Could the whole of the data below be written out verbatim?

→ **SUPPLIED DATA**
"""

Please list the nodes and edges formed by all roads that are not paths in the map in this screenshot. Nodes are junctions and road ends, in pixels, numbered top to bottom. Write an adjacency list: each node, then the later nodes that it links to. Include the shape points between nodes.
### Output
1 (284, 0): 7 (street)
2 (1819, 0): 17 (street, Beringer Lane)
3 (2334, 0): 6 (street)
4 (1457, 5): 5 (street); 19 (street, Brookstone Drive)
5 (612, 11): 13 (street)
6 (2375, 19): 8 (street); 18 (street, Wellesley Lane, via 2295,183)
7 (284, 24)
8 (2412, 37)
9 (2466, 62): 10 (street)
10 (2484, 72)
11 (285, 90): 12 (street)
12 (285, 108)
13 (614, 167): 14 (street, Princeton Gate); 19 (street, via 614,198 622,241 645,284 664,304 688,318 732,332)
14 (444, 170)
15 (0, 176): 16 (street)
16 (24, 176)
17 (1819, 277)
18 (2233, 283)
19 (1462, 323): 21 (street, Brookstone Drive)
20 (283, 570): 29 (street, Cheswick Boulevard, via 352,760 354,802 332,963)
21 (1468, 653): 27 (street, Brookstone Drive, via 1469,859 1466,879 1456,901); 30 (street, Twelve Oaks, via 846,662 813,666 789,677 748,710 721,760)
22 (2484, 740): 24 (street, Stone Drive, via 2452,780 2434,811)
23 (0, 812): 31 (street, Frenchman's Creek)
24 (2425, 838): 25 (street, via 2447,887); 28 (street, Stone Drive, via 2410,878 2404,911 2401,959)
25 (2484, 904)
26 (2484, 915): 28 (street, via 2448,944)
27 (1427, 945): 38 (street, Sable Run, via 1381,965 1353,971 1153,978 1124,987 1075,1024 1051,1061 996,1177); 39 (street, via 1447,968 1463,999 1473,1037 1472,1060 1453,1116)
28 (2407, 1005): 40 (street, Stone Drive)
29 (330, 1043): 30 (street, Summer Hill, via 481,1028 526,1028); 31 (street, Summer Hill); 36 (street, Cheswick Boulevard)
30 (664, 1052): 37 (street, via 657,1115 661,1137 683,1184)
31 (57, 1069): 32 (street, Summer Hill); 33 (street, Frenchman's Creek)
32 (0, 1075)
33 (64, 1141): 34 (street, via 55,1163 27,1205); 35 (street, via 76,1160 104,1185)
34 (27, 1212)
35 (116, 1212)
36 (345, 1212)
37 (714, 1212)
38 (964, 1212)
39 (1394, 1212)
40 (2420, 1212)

"""

→ **RESPONSE AREA**
Please list the nodes and edges formed by all roads that are not paths in the map in this screenshot. Nodes are junctions and road ends, in pixels, numbered top to bottom. Write an adjacency list: each node, then the later nodes that it links to. Include the shape points between nodes.
### Output
1 (284, 0): 7 (street)
2 (1819, 0): 17 (street, Beringer Lane)
3 (2334, 0): 6 (street)
4 (1457, 5): 5 (street); 19 (street, Brookstone Drive)
5 (612, 11): 13 (street)
6 (2375, 19): 8 (street); 18 (street, Wellesley Lane, via 2295,183)
7 (284, 24)
8 (2412, 37)
9 (2466, 62): 10 (street)
10 (2484, 72)
11 (285, 90): 12 (street)
12 (285, 108)
13 (614, 167): 14 (street, Princeton Gate); 19 (street, via 614,198 622,241 645,284 664,304 688,318 732,332)
14 (444, 170)
15 (0, 176): 16 (street)
16 (24, 176)
17 (1819, 277)
18 (2233, 283)
19 (1462, 323): 21 (street, Brookstone Drive)
20 (283, 570): 29 (street, Cheswick Boulevard, via 352,760 354,802 332,963)
21 (1468, 653): 27 (street, Brookstone Drive, via 1469,859 1466,879 1456,901); 30 (street, Twelve Oaks, via 846,662 813,666 789,677 748,710 721,760)
22 (2484, 740): 24 (street, Stone Drive, via 2452,780 2434,811)
23 (0, 812): 31 (street, Frenchman's Creek)
24 (2425, 838): 25 (street, via 2447,887); 28 (street, Stone Drive, via 2410,878 2404,911 2401,959)
25 (2484, 904)
26 (2484, 915): 28 (street, via 2448,944)
27 (1427, 945): 38 (street, Sable Run, via 1381,965 1353,971 1153,978 1124,987 1075,1024 1051,1061 996,1177); 39 (street, via 1447,968 1463,999 1473,1037 1472,1060 1453,1116)
28 (2407, 1005): 40 (street, Stone Drive)
29 (330, 1043): 30 (street, Summer Hill, via 481,1028 526,1028); 31 (street, Summer Hill); 36 (street, Cheswick Boulevard)
30 (664, 1052): 37 (street, via 657,1115 661,1137 683,1184)
31 (57, 1069): 32 (street, Summer Hill); 33 (street, Frenchman's Creek)
32 (0, 1075)
33 (64, 1141): 34 (street, via 55,1163 27,1205); 35 (street, via 76,1160 104,1185)
34 (27, 1212)
35 (116, 1212)
36 (345, 1212)
37 (714, 1212)
38 (964, 1212)
39 (1394, 1212)
40 (2420, 1212)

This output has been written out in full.